Wow… The setting is much the same. Paul’s request of forgiveness for Onesimus is much the same as Pliny’s to Sabin. But the underlying social structures have been completely upset! Paul’s view of the pecking order of Roman society is… revolutionary!
Quote from N.T. Wright…
But the main impression, once we study the two letters side by side, is that they breathe a different air. They are a world apart. Indeed, this letter, the shortest of all of Paul’s writings, gives us a clear, sharp little window onto a phenomenon that demands a historical explanation. It is stretching the point, only a little, to suggest that, if we had no other first-century evidence for the movement that came to be called Christianity, this letter ought to make us think: Something is going on here. Something is different. People don’t say this sort of thing. That isn’t how the world works. A new way of life is being attempted.
Let’s breath this different air. Let’s look through this sharp little window. Let’s explore what is different. Let’s attempt to understand this “new way of life”.
Let’s breathe this… Different Air…
Pliny…(paraphrased) Now, Sabin, let me tell you what to do with this, not too bright guy, Freeman…
Paul… Now, my brother; Philemon, let me tell you about my newborn child, Onesimus…
Pliny, believed he was at the top of the social order. Pliny believed Freeman was still at the bottom. Pliny was a superior, mercifully interceding for an inferior. The air of this letter is… condescension.
Paul… speaks of Onesimus as if he were his newborn child, more than just equal, but precious!
The air in the second letter is fresh. It’s clean. It’s real!
Colossians 3:11-14 Here there is not Greek and Jew, circumcised and uncircumcised, barbarian, Scythian, slave, free; but Christ is all, and in all. Put on then, as God's chosen ones, holy and beloved, compassion, kindness, humility, meekness, and patience, bearing with one another and, if one has a complaint against another, forgiving each other; as the Lord has forgiven you, so you also must forgive. And above all these put on love, which binds everything together in perfect harmony.
A new kind of air!
Look through the sharp little windows…
Pliny… I’ve given him a sharp and severe talking to, and I’ve warned him clearly that I won’t make such a request again. (This is because he needed a good fright.)
Paul… Formerly he was useless to you, but now he is indeed useful to you and to me. I am sending him back to you, sending my very heart.
Wow, these two windows reveal different pictures. One picture is arrogance, superiority, power... The other window reveals… humility, the elevation of the Other, a different kind of power… the power of the cross!

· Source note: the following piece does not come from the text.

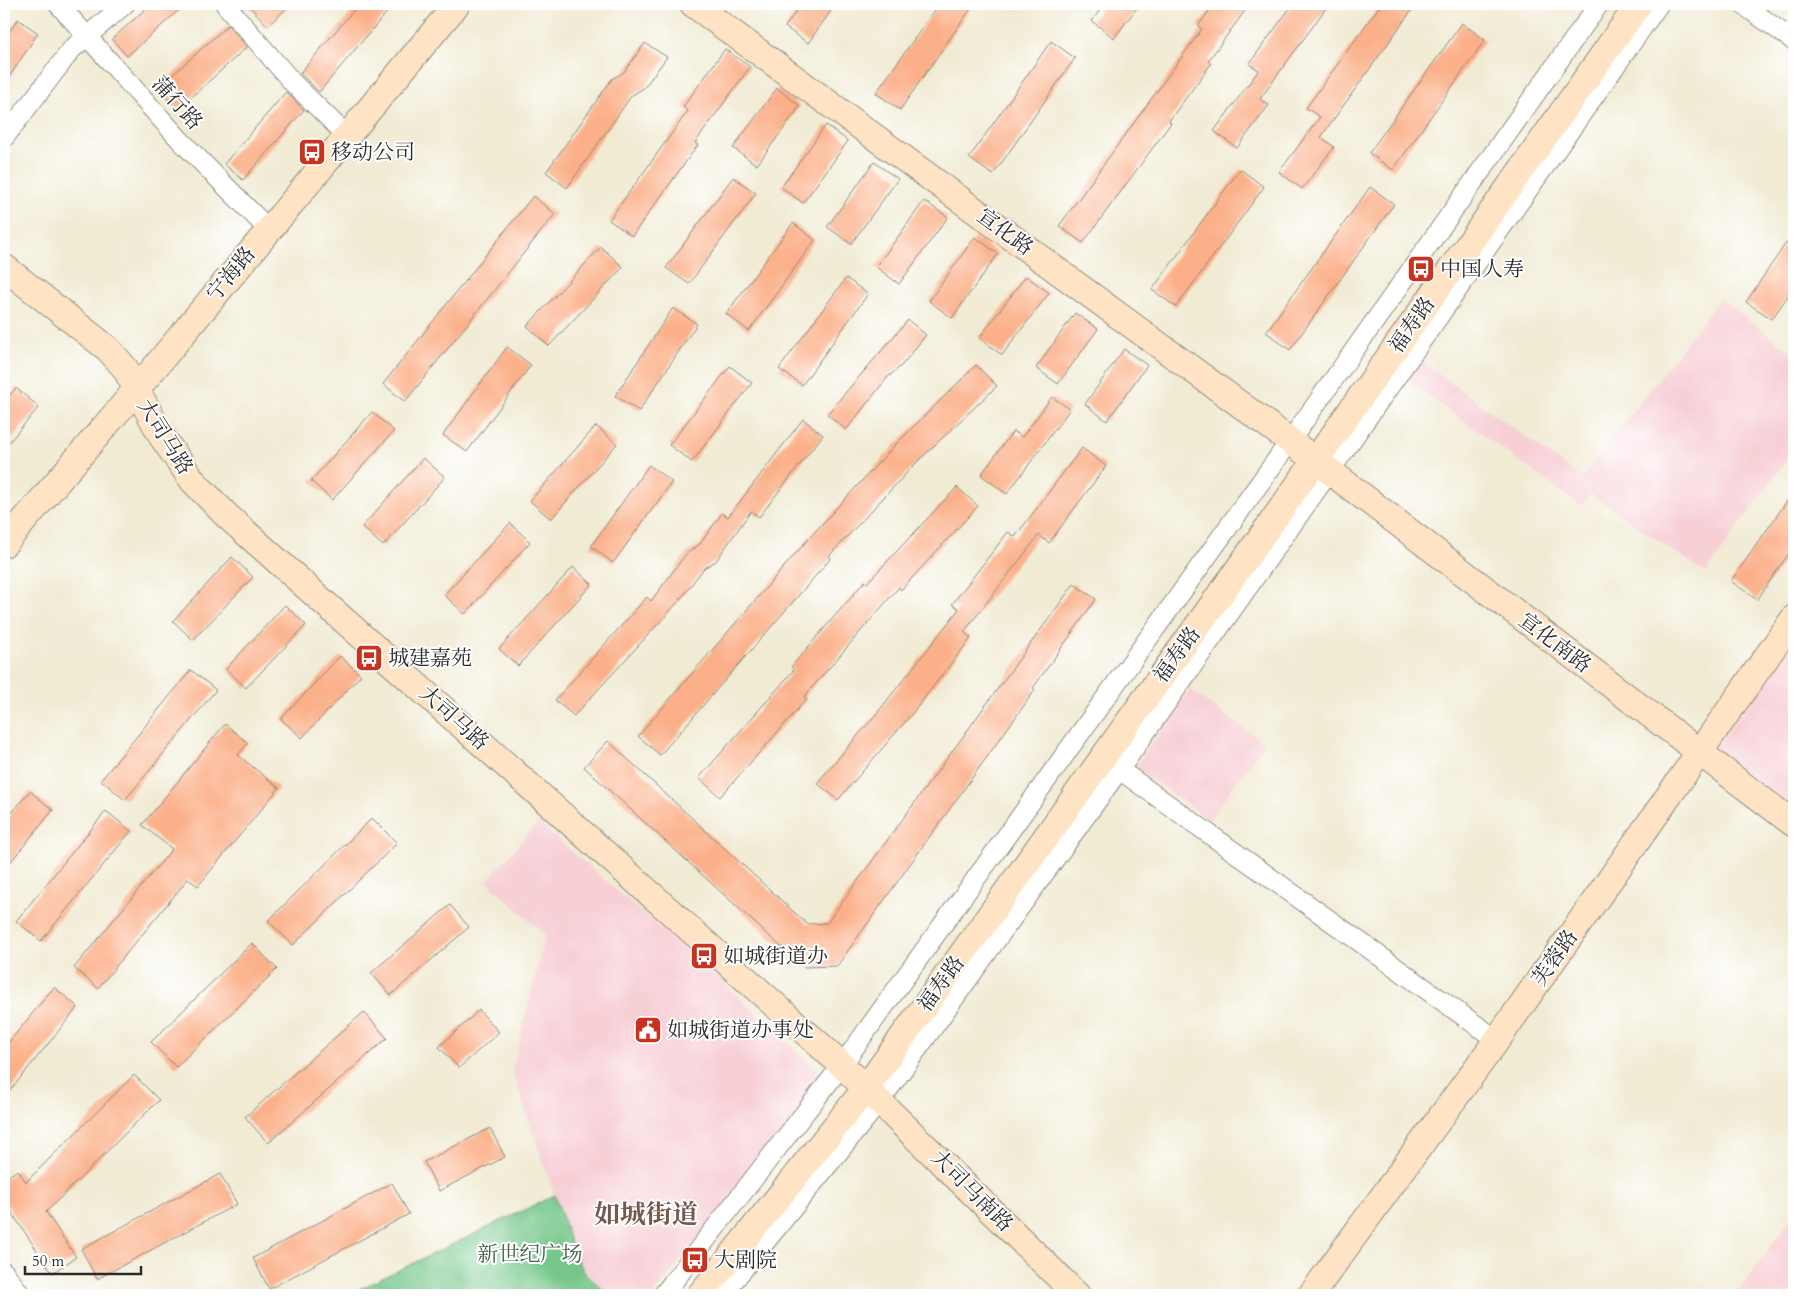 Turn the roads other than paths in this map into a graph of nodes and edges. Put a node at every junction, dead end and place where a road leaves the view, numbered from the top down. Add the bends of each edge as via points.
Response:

The view looking into these two windows reveals a leveling of the social hierarchy. There was stratospheric difference in the social levels of Pliny and Freeman. But to Paul all are of one level in Christ!
Galatians 3:26-28…for in Christ Jesus you are all sons of God, through faith. For as many of you as were baptized into Christ have put on Christ. There is neither Jew nor Greek, there is neither slave nor free, there is neither male nor female, for you are all one (same social level) in Christ Jesus.
Wow… two different windows!
Let’s explore the something different…
Pliny… I am afraid it will look as though I’m putting pressure on you, not simply making a request, if I join my prayers to his. But I’m going to do it anyway.
Paul… Accordingly, though I am bold enough in Christ to command you to do what is required, yet for love's sake I prefer to appeal to you…
Something is different. In Christ, love is all that is required for obedience. In the Roman Empire obedience is based on clout. Pliny had the clout! Sabin had a little. Freeman had none.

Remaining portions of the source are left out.